Bij een grootformaatprinter (LFP) zijn de afdrukkosten beduidend lager, omdat afgedrukt wordt vanaf rol en de inktcartridges veel groter zijn. Een rekenvoorbeeld. Kost één vierkante meter papier vanaf vel ca. 10 euro dan is dat vanaf rol ca. 5 euro/m2. Ook bij inkt is er een behoorlijk prijsverschil: 0,90 euro per ml voor een desktopprinter tegen 0,40 euro voor een LFP-printer. Een A4 op een grootformaatprinter kost (papier+inkt) gemiddeld 60 tot 80 ct. Dat betekent dat een afdruk van 60 bij 40 cm een kostprijs van ongeveer 2,50 tot 3,- euro heeft. Als je dit vergelijkt met de prijs bij een professionele afdrukcentrale (ca. 10 euro) dan is er een behoorlijke marge en bovendien heb je weer de voordelen van directe beschikbaarheid, veel soorten media, geen verzendkosten en minder kans op beschadiging.

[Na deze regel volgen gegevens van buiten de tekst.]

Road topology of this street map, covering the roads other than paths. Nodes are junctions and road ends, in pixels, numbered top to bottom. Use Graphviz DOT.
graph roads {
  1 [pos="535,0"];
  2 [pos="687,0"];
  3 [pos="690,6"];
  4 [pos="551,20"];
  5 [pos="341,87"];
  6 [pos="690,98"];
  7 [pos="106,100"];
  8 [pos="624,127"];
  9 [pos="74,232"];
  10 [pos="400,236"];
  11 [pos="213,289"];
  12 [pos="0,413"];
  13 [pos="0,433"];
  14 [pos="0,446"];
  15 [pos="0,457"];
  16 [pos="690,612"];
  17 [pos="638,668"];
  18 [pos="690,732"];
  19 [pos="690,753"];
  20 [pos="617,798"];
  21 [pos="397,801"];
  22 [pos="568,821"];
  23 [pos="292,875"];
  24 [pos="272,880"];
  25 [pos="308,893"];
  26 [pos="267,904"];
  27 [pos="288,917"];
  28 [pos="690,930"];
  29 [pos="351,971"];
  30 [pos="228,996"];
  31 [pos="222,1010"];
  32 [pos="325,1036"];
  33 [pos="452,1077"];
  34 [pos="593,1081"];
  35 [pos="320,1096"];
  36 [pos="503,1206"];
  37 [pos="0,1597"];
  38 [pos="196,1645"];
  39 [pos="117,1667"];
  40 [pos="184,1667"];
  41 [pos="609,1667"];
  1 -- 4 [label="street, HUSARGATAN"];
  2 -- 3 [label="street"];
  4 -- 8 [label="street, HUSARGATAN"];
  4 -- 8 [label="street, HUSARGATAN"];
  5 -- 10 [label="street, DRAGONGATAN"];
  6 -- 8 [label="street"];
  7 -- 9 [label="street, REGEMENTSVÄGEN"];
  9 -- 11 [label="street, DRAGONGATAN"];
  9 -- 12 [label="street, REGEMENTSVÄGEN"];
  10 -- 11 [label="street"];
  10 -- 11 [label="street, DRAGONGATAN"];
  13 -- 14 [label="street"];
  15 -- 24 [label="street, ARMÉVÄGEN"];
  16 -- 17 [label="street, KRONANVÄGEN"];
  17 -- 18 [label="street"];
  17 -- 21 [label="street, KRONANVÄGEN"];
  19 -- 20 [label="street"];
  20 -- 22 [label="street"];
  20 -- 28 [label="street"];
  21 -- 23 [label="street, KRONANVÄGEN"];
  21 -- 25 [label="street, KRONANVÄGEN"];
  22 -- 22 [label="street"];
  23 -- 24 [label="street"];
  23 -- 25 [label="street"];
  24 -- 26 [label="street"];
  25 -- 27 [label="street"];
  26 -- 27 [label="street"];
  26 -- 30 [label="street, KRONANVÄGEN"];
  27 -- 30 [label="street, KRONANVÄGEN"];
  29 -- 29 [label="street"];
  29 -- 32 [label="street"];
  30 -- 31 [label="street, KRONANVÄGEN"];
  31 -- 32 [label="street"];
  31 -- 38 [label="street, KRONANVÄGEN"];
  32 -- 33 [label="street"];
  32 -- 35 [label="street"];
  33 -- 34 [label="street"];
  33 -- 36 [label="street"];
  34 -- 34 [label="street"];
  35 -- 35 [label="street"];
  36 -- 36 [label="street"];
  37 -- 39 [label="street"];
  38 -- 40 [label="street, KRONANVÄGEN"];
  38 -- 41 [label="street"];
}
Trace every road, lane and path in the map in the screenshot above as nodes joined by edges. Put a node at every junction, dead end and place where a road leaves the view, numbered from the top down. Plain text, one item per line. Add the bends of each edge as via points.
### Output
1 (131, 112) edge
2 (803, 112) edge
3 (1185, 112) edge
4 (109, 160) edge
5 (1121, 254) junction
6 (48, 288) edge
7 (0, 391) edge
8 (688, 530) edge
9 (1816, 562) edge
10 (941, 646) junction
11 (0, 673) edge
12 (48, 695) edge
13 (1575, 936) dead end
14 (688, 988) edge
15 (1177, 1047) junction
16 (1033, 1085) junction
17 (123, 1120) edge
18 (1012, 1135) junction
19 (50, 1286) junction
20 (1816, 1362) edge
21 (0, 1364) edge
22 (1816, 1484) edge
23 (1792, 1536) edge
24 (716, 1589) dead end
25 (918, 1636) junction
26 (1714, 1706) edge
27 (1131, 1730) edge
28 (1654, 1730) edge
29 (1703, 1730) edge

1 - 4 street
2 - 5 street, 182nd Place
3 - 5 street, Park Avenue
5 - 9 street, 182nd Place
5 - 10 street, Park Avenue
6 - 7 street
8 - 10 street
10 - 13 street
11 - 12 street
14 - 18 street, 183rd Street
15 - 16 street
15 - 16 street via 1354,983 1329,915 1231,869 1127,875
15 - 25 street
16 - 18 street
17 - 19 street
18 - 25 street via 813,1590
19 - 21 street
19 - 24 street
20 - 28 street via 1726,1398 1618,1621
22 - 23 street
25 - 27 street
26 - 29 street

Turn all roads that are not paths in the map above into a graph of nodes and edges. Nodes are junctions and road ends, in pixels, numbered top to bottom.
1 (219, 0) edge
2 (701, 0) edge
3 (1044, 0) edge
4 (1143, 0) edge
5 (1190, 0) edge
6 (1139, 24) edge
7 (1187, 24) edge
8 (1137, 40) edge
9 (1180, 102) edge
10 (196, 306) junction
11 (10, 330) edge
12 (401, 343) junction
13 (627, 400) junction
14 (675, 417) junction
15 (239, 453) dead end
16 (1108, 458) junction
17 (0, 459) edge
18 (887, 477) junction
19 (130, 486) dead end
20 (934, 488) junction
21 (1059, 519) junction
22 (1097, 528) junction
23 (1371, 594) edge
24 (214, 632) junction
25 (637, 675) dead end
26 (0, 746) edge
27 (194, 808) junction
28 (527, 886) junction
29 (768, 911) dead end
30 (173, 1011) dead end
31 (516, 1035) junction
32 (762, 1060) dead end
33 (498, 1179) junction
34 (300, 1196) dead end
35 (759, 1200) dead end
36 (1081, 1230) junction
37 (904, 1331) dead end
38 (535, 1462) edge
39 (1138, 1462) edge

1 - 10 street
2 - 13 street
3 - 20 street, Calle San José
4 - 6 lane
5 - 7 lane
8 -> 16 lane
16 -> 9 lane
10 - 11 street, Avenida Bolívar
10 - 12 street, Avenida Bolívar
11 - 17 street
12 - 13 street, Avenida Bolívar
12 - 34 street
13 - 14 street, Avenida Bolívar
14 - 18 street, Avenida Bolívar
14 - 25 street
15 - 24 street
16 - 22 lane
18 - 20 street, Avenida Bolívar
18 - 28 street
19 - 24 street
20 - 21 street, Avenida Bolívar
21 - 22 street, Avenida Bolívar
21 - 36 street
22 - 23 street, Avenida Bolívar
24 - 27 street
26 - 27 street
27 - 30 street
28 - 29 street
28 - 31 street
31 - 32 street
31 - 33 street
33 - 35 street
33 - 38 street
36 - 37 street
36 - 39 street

* Alle bedragen excl. BTW.
Originele supplies Als je een inkjetprinter gebruikt in een kantooromgeving, dan kan zonder veel problemen (behoudens garantie) gebruik gemaakt worden van papier en inkt van B-merken en zelfs refill. Een nauwkeurige kleurreproductie en duurzaamheid van de kleuren zijn dan niet van belang. Druk je echter foto’s af, dan is zeker het gebruik van originele inkt van essentieel belang voor de juiste kleurweergave. Ander papier is mogelijk, mits dit geprofileerd is. Reden om papier en inkt van de printerfabrikant te gebruiken is omdat de supplies dan volledig afgestemd zijn op het printprincipe en de druppelgrootte. Omdat er zich bovendien nog allerlei processen tussen inkt en papier afspelen, is dan ook de duurzaamheid van de afdruk gewaarborgd. |
Terminologie
Behalve ‘one-liners’ is ook de terminologie soms een drempel om zelf foto’s af te drukken. Hierbij van enkele aspecten nog een korte uitleg.
Printerprofiel
Een camera neemt het beeld op in RGB. Kleuren worden op basis van licht gemengd (additief: alle kleuren samen vormen wit). Een printer drukt af met inkt in CMYK. Kleurmenging is hier als verf (subtractief: alle kleuren samen maken zwart). Om een foto af te drukken moet RGB omgezet worden naar CMYK. Dit gebeurt met een printerprofiel. Of beter gezegd, een papierprofiel, want elk papier heeft zijn eigen profiel. Laat je Photoshop de kleuren bepalen, dan moet je daar een specifiek papierprofiel kiezen. Laat je de omzetting door de driver (=printer) doen, dan kies je een papier en de printer weet dan welk profiel daarbij past.
Rendering intent
Elk apparaat heeft zijn eigen kleurbereik. Om foto’s met een groot kleurbereik in de beschikbare kleurruimte van een printer te passen zijn er diverse methodes. Perceptueel en Relatief colometrisch zijn het meest gebruikt. Perceptueel is de standaard voor het afdrukken van foto’s.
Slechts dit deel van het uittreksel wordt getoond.